Russia investigating Gold-Backed Stablecoin

The Central Bank of Russia (CBR) is investigating a gold-backed stablecoin, a “golden ruble” according to Chairman of the State Duma Committee on Industry and Trade, Vladimir Gutenev. He argues that gold is undervalued compared with the US Dollar, Euro and other fiat-backed currencies. With no national fiat currency holding any tether to gold since 1971, Russia may well be positioning themselves for a first mover advantage in a new global gold standard. 

The proposal has been discussed with CBR Governor Elvira Nabiullina - Russia’s equivalent of Jerome Powell at the Federal Reserve. The move is likely to have support, if not explicitly initiated by, Putin, who earlier this month warned that the US is “sawing the branch it is sitting on” by using the dollar to impose economic sanctions around the world. The Russian leader also mentioned that they are watching US national debt and the country's inflation rate, warning that they may sell yet more of their $3.72bn in US treasuries if holding the reserves was no longer in their long term interests. Dropping the greenback would be unsurprising seeing that Russia has been moving steadily away from the US dollar since 2018 when it sold $96bn in treasuries in retaliation to economic sanctions out of Washington. 

Russia doesn’t even make the Top 30 Holders of US Treasuries, being beaten out of on the scoreboard by some unexpected names No. 4 Luxembourg ($334bn), No. 7 Cayman Islands ($265.8bn) and No. 20 Bemuda ($72bn). 

One would expect the last treasuries to be shed if the US follows through by sanctioning US dollar transactions by Russian banks and ejecting Russia from the SWIFT system if they invade Ukraine.

During the same decade, Russia has expanded it’s on record gold holdings significantly from 883 tonnes in late 2011 to 2298 tonnes in Q4 2021. 


This increase in gold holdings brings Russia up into sixth place behind the US, Germany, IMF, Italy and France. If you are wondering where Australia is at, we are No. 42 with 79.8 tonnes. The only problem is that our gold is kept in the Bank of England and audit reports are hard to come by.

All of this comes as Russia’s gold and foreign currency reserves surge to historic highs. Russia now holds $638.2 billion in foreign exchange reserves, with 7.7 billion being added from January 7 - 14 - a bump of 1.2% in a week. Putin has sought to “dedollarise” by lifting gold holdings and non-US dollar reserves such as the Swiss Franc, Euro and Yen.

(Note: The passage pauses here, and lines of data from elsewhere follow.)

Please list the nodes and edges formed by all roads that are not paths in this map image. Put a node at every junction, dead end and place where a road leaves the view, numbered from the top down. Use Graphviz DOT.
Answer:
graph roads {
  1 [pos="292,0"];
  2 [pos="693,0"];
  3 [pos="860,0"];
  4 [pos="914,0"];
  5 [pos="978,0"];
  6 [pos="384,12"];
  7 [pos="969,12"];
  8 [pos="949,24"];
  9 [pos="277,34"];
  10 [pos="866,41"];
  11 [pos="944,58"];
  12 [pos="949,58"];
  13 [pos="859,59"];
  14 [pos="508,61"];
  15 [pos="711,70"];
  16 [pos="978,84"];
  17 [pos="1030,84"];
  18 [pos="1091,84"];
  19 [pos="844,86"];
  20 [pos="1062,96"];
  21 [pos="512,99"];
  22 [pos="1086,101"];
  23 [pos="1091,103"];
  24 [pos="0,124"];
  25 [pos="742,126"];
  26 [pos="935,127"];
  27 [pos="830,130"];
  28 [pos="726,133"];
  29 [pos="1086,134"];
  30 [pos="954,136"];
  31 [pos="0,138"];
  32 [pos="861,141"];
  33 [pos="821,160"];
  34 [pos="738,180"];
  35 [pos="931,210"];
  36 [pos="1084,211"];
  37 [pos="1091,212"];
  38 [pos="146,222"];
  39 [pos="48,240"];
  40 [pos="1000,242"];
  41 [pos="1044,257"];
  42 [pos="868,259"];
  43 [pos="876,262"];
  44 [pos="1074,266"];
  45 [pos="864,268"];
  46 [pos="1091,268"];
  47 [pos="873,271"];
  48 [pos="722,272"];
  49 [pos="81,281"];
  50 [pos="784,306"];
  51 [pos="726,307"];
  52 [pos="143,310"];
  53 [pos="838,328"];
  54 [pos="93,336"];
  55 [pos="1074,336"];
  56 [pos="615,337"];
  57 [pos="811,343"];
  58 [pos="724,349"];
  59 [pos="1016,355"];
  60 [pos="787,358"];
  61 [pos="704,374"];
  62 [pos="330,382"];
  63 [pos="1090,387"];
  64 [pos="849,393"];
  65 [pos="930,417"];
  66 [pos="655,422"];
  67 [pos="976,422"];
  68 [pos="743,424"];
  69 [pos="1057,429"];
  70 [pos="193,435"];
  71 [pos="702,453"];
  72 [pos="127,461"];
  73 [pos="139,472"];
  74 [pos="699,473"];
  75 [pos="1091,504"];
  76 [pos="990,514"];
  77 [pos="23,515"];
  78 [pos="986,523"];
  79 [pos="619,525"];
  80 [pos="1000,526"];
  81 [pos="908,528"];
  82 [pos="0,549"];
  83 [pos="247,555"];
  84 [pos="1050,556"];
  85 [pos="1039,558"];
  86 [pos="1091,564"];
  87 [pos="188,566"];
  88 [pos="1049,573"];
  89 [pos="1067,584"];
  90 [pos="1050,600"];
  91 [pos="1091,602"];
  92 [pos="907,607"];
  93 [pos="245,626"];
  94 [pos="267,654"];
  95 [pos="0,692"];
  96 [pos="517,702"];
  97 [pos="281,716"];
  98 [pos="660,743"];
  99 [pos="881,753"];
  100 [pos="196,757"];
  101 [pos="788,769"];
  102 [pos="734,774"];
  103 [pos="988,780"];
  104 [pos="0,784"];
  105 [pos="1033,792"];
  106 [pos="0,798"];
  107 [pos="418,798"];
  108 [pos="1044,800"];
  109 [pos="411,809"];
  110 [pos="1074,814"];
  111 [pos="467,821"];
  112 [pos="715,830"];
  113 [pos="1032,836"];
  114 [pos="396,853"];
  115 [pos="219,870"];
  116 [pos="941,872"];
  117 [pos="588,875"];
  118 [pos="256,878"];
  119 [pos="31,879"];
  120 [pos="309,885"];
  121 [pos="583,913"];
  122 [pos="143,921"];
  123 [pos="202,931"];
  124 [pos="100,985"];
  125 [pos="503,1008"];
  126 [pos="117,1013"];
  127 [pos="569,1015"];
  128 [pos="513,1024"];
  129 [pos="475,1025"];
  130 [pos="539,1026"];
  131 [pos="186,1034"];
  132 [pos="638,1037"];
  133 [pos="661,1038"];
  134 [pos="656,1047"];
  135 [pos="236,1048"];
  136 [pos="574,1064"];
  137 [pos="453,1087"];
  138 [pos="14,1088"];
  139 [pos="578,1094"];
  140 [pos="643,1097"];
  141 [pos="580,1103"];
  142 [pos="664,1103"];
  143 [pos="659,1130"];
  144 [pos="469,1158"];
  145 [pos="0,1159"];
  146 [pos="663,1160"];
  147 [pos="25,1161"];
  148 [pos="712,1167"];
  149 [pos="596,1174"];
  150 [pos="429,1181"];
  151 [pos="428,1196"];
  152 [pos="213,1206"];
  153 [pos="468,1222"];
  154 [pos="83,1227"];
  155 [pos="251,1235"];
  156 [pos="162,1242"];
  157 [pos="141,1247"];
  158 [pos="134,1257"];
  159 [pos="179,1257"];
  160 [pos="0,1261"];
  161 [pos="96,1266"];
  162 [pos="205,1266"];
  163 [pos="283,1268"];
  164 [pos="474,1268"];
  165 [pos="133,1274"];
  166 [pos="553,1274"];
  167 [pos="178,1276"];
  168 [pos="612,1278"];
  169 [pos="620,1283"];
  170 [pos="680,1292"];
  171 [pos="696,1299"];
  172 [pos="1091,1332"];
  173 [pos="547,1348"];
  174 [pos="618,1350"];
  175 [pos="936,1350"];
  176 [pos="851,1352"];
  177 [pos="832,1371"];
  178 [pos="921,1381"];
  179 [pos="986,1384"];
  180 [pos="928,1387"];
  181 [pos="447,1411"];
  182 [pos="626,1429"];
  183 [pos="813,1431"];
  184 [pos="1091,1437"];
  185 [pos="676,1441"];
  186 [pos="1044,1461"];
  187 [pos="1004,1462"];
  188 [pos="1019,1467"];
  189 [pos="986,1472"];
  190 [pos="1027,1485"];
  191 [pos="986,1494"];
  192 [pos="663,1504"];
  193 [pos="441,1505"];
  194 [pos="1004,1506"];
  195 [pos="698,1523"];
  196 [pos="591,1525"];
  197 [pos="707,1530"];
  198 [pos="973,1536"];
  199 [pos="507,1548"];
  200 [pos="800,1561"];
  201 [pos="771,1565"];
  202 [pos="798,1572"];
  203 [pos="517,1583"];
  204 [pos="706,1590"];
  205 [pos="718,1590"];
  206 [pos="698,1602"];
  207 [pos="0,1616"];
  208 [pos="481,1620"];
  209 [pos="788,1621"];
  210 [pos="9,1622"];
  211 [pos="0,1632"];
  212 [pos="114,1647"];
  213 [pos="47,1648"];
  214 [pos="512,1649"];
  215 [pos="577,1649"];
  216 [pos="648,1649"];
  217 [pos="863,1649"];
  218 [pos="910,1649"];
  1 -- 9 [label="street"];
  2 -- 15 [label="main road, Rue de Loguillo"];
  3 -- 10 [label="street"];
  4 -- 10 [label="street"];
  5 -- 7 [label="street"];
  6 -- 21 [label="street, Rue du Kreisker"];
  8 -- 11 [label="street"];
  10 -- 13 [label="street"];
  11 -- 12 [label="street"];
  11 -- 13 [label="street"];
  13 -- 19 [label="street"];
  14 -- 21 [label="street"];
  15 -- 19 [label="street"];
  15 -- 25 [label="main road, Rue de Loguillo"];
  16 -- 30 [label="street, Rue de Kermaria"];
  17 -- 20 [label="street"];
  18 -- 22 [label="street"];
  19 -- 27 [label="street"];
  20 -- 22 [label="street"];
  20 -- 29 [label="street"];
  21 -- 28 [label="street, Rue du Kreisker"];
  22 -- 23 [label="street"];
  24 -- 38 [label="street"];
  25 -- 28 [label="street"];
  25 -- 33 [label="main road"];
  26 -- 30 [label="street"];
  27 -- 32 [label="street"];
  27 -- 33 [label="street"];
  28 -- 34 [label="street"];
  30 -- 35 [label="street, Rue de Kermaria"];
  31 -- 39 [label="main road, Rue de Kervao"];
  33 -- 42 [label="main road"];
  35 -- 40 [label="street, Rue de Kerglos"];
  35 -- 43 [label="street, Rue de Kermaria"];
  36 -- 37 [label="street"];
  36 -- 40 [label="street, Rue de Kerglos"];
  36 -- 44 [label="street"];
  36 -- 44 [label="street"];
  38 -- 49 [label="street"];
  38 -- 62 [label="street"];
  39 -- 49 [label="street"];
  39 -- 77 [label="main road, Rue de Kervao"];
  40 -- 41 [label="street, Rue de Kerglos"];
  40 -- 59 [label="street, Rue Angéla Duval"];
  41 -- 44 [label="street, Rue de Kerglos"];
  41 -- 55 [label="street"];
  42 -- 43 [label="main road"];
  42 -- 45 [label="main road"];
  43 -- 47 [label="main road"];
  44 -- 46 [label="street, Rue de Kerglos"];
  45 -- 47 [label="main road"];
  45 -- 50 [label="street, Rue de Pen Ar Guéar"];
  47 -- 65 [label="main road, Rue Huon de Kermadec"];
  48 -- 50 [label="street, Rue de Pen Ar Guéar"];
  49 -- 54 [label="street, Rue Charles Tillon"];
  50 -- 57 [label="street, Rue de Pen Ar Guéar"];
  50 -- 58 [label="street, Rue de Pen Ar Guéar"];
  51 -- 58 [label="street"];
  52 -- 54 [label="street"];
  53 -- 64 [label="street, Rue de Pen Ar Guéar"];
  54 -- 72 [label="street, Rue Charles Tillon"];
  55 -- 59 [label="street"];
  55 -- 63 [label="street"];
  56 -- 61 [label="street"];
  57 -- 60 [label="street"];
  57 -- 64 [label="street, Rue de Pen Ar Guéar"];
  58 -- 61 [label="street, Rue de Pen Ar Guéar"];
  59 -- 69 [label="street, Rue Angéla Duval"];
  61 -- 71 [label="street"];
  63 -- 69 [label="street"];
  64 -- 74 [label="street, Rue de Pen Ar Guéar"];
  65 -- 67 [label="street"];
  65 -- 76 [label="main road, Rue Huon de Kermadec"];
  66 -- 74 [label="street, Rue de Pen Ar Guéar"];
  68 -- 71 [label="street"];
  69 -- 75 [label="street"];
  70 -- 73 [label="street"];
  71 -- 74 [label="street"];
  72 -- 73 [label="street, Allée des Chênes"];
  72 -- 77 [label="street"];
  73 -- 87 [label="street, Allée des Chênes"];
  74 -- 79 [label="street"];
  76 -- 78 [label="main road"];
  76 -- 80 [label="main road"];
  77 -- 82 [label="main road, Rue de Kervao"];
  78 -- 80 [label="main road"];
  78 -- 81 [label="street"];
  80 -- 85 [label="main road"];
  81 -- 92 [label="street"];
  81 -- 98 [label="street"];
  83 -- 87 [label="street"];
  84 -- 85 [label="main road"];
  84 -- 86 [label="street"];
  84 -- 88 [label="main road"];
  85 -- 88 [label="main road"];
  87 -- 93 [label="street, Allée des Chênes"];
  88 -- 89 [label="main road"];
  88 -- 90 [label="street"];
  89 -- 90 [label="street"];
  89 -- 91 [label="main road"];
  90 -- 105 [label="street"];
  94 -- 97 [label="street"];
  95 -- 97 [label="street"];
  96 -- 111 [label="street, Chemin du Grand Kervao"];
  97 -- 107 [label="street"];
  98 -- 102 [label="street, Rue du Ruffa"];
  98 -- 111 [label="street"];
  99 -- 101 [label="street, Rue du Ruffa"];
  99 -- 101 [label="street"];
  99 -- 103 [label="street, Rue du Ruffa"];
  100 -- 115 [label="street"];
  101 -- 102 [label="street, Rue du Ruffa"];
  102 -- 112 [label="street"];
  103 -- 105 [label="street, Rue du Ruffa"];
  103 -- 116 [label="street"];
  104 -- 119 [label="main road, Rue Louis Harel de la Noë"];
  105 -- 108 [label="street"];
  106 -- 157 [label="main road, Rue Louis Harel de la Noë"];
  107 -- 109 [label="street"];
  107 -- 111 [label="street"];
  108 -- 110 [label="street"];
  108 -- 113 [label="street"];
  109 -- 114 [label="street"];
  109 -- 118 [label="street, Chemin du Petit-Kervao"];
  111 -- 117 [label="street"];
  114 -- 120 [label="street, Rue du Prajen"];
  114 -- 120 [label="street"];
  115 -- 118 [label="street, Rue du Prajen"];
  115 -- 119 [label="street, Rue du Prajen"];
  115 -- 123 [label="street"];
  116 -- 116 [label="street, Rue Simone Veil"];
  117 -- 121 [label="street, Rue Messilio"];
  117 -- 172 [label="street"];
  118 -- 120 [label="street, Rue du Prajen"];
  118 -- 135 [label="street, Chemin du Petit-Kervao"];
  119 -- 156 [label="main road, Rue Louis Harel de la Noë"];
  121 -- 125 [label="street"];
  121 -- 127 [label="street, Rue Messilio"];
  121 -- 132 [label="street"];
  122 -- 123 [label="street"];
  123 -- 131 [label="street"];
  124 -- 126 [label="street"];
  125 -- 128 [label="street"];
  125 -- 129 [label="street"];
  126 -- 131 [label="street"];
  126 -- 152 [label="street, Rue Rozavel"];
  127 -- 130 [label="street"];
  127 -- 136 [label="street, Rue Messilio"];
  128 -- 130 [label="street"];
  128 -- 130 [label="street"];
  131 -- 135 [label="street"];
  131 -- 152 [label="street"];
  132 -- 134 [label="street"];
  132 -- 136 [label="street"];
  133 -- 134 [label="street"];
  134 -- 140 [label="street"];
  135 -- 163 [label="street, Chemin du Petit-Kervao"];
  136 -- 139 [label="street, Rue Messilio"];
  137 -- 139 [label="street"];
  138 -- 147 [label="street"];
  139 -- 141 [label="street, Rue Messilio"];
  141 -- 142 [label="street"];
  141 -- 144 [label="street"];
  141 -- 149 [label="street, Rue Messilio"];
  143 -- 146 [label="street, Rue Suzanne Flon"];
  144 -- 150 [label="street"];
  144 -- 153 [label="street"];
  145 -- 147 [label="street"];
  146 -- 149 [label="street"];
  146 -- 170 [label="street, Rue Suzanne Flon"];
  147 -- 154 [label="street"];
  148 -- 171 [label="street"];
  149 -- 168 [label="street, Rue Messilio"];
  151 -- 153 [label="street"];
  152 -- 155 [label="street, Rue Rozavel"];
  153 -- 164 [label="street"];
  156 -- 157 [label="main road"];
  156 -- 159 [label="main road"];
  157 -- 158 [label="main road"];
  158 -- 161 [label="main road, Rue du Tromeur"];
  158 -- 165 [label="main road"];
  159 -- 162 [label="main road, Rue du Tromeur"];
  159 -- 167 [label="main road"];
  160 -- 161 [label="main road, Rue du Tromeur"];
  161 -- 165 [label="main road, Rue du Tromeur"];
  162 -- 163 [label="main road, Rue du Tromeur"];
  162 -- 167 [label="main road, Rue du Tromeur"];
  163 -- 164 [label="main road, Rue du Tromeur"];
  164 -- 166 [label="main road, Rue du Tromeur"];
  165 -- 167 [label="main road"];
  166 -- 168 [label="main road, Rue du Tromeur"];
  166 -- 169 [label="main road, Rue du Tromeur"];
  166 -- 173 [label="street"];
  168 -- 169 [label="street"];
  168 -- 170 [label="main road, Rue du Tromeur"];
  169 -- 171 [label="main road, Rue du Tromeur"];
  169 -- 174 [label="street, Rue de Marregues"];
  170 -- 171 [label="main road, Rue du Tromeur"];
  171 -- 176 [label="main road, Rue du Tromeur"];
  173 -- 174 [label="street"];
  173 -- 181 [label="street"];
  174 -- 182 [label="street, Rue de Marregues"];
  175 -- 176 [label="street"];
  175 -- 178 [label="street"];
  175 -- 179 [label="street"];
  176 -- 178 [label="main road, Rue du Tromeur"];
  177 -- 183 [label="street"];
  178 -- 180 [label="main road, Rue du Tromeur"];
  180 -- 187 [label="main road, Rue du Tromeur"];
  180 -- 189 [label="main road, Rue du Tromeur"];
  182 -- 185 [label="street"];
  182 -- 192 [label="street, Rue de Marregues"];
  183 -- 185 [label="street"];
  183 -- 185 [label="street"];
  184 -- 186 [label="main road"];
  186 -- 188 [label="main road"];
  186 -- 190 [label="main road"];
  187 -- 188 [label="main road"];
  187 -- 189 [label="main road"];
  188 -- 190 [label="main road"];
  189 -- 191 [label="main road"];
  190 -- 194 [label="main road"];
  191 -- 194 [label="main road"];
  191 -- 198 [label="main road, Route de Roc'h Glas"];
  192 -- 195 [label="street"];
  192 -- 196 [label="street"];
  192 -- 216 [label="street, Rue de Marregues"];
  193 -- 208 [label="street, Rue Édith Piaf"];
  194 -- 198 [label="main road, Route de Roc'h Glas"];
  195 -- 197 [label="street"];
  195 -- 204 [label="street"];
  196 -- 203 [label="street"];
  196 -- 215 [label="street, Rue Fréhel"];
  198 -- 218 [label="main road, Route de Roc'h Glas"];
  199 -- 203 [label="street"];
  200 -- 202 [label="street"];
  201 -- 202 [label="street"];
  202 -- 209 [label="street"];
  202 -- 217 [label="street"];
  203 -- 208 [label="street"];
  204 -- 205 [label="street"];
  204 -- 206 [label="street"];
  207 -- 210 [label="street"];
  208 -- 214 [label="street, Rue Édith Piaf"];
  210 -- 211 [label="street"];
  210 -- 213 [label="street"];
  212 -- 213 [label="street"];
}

Russia certainly has every incentive to establish a gold-backed stable coin in competition with the US Dollar. We know from history that all fiat currencies eventually return to their intrinsic value of zero. With the UK announcing 5.4% inflation in 2021 off the back of 7% from the US, a global inflationary environment is certainly emerging. This week also saw Australia’s CPI blow away expectations rising 1.2% in just the last quarter.  The US dollar has been the cleanest shirt in the dirty washing basket, but by backing the rouble with gold, Russia has the chance to come out ahead of the pack with a new Tier 1 asset.

Contrary to popular opinion, currencies that are backed by gold don’t need to have a 100% backing. From 1913 - 1965, the Federal Reserve was required to maintain a 40% backing for all federal reserve notes. This meant that the Federal Reserve needed to bring more gold onto it’s balance sheet before issuing new dollars into circulation. For every $1 worth of gold (still $35/oz in 1965), the Fed could issue $2.50 of paper currency. This also limited government spending as the Central Bank couldn’t buy an unlimited amount of new debt issued by the Treasury. While American citizens weren’t able to trade in their fiat dollars for gold during this time, it did place a natural limit on monetary supply expansion. The key is not the degree of backing, but that the peg is maintained. There is a natural inflation rate as miners bring gold out of the ground, but monetary supply is largely stable.